D’abord [1], c’est l’argument de la flèche. A chaque instant donné, elle occupe une position déterminée; mais occuper une position déterminée à un instant donné, c’est être en repos à ce moment ; donc la flèche n’est pas en mouvement, elle est en repos pour chaque instant donné.

Non pas, reprend encore l’adversaire, ce n’est pas là ce que j’entendais quand je faisais remarquer que le temps est une somme d’instants. Je dis que chaque instant correspond non pas à une position déterminée de la flèche, mais au passage de chaque position à la suivante.

Zenon tient en réserve son quatrième argument qui a été complètement méconnu jusqu’à présent. Il veut prouver que cette dernière objection est insoutenable, car il s’ensuivrait que tous les mouvements seraient égaux entre eux. Dans l’hypothèse faite, d’une position à la suivante, il y a toujours un instant; or, tous les instants sont naturellement égaux entre eux. Il est donc impossible de supposer par exemple la vitesse doublée.

Pour mener son raisonnement à bout, Zenon imagine trois files parallèles de points juxtaposés (suivant la thèse de son adversaire) ; il appelle o^xoi ces points, parce que, dans cette thèse même, les éléments ultimes de la matière possèdent nécessairement une certaine masse; ce terme a rendu l’argument incompréhensible, parce qu’on a cru que Zenon voulait parler de corps de dimensions finies; mais ce même terme a été technique pourdésigner les atomes dans les écoles qui se rattachent précisément aux pythagoriens (Héraclide du Pont, Xénocrate, etc.). Le sens que je lui donne, nécessaire pour donner quelque valeur à l’argumentation, est donc parfaitement justifié.

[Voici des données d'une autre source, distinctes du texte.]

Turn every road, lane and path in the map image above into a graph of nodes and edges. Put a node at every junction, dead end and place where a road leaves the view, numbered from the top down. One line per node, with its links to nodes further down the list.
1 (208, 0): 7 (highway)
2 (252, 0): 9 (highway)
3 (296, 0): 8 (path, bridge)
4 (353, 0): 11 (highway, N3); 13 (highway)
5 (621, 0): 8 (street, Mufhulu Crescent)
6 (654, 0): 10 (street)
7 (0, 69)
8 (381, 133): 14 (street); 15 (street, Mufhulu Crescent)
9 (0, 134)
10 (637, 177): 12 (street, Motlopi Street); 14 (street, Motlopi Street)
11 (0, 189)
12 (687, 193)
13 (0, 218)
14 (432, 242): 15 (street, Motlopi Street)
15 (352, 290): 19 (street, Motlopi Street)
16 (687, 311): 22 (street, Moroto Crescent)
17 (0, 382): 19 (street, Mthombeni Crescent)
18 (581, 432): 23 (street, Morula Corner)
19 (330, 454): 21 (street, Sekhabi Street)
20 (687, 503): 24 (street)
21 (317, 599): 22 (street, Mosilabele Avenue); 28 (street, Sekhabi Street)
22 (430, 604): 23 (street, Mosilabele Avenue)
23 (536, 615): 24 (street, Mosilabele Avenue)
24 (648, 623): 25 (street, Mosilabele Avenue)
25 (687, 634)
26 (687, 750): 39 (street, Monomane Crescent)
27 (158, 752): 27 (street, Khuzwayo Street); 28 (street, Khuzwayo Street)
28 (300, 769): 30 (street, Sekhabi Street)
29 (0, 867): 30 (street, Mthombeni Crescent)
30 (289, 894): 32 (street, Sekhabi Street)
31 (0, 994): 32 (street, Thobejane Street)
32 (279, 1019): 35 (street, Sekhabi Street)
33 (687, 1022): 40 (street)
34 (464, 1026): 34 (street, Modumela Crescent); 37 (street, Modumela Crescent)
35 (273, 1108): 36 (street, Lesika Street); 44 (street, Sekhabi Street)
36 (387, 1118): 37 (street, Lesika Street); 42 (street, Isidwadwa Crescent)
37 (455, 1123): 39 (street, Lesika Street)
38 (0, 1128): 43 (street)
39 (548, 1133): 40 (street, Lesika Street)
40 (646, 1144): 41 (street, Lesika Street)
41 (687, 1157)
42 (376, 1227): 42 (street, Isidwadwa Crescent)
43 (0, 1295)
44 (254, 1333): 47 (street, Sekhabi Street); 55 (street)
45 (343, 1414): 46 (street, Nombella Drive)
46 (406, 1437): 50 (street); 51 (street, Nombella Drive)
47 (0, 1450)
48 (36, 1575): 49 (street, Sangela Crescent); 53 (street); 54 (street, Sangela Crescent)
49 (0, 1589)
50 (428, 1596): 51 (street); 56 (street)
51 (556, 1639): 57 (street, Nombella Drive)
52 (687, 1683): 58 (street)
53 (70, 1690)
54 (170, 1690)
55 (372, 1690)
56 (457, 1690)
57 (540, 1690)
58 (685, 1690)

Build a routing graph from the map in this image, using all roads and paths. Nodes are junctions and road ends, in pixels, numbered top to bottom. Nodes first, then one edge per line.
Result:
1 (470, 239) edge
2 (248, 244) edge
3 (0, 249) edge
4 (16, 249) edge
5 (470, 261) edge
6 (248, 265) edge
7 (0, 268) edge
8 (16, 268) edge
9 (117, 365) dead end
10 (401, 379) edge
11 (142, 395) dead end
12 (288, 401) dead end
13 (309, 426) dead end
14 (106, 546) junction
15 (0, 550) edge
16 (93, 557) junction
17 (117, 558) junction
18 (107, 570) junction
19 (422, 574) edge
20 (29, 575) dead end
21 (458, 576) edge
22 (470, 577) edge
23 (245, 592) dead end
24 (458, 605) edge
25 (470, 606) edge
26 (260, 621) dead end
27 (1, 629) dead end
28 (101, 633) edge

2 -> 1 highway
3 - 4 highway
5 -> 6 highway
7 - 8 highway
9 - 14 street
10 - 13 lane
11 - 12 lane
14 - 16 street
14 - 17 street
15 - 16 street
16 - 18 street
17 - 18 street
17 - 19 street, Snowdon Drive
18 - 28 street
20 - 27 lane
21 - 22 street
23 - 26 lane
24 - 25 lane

  1. Aristote, Phys., VI, 9. « Le troisième est que la flèche en mouvement est en repos; cela résulte de ce qu’il prend le temps comme somme d’instants. Si on n’accorde pas cette prémisse, il n’y a pas de conclusion. Le quatrième est sur les masses se mouvant dans le stade, en files égales, parallèles et en sens inverse, avec une égale vitesse, les unes partant de l’extrémité du stade, les autres du milieu. Il pense pouvoir conclure à l’égalité entre un temps double et sa moitié. Il y a paralogisme en ce qu’il postule que des grandeurs égales, animées d’une égale vitesse, passent dans le même temps le long d’une même grandeur, soit en mouvement, soit en repos. »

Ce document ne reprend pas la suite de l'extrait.